Within transportation, there are three major factors driving additional costs. One, we have a shortage of available drivers for our fleet, requiring us to utilize more common carriers than normal to service our customers. Number two, common carrier rates are up over 50% year-on-year. And number three, we're moving more material throughout the network to get it into the right locations so we can meet customer demand. While three of our largest cost components, materials, labor and transportation, have a lot of moving parts, we're responding with the following programs. To address the labor issues within manufacturing, we are focused on simplifying the manufacturing process for new employees, including focusing production and decreasing SKUs, reducing changeovers and deploy centralized scheduling techniques. We've also consolidated inventory of some key products to fewer locations for better visibility and order management, again, simplifying the task and providing better visibility.
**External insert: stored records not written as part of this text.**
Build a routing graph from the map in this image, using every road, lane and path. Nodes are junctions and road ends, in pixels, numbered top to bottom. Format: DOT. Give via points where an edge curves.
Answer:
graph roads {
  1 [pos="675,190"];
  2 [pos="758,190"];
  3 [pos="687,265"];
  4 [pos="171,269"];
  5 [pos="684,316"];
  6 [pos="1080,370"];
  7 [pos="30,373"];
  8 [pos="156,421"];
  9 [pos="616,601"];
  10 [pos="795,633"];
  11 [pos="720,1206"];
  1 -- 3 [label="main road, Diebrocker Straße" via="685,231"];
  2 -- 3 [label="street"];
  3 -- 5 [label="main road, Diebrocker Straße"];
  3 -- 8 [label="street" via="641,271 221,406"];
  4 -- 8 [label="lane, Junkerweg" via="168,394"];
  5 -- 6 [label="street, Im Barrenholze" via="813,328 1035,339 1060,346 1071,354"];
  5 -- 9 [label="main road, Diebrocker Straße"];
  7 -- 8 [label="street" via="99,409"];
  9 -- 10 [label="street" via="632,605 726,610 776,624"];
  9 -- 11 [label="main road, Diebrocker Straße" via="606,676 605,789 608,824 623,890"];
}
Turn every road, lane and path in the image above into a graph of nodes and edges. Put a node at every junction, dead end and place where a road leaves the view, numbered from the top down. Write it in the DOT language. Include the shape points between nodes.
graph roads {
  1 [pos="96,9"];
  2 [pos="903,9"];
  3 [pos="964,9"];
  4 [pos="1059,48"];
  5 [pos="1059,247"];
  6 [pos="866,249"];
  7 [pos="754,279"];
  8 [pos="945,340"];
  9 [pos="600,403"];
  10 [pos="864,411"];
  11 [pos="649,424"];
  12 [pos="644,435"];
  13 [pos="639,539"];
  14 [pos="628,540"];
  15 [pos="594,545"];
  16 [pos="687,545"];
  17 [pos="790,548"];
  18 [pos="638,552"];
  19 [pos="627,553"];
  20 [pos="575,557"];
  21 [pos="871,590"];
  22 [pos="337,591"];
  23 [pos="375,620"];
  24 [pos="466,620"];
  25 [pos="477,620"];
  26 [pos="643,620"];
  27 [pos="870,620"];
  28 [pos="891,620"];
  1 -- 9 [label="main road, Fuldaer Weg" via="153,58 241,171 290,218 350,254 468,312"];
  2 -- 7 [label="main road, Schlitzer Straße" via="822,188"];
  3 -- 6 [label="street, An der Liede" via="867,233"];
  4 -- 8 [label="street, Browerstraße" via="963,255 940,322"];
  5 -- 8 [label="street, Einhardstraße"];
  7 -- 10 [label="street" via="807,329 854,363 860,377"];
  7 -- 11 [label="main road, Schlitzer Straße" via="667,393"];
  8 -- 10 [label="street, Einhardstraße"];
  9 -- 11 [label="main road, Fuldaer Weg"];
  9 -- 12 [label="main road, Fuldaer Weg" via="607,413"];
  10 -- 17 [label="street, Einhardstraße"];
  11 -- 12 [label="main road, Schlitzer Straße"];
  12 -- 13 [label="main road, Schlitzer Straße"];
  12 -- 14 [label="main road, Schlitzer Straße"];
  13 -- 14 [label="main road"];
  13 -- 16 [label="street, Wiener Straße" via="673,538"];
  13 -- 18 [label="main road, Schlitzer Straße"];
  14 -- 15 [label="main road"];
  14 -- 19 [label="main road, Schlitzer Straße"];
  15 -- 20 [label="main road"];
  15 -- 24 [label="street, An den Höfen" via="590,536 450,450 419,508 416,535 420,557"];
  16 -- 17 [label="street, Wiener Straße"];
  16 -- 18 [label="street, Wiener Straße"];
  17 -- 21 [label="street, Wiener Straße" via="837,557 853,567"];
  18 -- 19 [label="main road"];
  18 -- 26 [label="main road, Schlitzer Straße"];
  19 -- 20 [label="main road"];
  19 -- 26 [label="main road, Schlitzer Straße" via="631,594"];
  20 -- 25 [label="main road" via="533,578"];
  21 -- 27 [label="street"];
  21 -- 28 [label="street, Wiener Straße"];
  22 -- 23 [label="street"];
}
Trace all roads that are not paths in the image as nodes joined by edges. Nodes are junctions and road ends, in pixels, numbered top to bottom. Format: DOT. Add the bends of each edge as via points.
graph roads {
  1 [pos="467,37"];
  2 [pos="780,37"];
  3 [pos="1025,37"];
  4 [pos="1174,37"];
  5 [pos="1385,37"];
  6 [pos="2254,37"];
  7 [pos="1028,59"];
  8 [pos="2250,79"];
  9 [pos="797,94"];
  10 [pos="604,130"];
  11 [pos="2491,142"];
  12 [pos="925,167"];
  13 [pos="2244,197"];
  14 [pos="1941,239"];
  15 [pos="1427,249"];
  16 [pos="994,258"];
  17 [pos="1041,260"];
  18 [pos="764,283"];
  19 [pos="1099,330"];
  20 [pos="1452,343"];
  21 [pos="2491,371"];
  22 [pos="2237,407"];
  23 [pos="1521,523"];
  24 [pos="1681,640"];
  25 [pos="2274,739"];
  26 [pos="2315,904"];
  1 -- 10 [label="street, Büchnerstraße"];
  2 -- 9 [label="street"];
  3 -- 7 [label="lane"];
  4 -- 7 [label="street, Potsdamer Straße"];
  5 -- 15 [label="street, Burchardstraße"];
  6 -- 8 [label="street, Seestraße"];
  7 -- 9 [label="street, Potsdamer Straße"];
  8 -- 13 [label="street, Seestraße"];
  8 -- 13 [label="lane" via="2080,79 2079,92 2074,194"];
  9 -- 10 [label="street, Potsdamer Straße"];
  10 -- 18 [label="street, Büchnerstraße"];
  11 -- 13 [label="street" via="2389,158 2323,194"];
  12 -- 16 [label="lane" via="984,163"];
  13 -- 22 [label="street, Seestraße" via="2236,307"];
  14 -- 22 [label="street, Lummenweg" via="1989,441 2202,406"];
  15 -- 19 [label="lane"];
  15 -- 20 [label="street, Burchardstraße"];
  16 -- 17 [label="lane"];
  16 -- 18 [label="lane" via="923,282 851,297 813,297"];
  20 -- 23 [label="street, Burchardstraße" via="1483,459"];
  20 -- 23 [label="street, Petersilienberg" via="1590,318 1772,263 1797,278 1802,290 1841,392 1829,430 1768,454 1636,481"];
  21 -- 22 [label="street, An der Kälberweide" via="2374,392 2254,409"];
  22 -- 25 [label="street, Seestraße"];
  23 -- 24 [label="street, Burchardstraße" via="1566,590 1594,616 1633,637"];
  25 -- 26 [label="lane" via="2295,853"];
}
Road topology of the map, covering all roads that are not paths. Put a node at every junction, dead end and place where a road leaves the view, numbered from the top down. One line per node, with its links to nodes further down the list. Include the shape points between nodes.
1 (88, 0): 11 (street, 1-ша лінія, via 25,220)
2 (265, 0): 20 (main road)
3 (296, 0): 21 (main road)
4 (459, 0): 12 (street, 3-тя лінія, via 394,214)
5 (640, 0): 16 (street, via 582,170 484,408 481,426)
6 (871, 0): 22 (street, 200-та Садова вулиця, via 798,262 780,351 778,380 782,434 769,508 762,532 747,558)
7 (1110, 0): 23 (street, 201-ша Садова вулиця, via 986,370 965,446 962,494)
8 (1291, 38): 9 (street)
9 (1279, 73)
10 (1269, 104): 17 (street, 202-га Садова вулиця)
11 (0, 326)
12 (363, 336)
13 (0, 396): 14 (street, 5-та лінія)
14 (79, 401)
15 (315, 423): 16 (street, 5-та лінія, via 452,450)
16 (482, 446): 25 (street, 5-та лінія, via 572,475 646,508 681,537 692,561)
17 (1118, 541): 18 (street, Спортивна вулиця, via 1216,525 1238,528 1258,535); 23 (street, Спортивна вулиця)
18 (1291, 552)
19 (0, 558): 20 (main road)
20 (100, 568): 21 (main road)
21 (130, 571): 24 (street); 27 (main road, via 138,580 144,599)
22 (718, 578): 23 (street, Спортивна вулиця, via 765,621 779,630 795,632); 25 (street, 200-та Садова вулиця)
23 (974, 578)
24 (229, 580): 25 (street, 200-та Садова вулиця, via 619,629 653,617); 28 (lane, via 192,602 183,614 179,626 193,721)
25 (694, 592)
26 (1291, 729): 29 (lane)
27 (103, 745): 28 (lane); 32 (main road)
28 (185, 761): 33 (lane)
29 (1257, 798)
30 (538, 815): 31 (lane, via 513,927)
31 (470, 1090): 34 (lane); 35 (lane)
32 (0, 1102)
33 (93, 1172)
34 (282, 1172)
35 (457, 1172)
Management time is focused on a handful of locations where we have the most issues, particularly with labor and capacity. We've created dedicated transportation lanes and are deploying route planning techniques to help with the transportation labor shortage. As well, we've expanded the use of 3PL partnerships for retail to an additional region which freed up ADS fleet capacity for trade deliveries. More broadly, on labor, we have added recruiting process outsourcing partnerships for our manufactured and transportation labor hiring, which has improved both the applicant flow and the onboarding process. Where possible, we've increased pipe imports from our Mexican and Canadian operations to further supplement supply and availability in the U.S. Finally, we are making capital investments to increase capacity with some having an impact in Q4 for Infiltrator and the ADS pipe manufacturing.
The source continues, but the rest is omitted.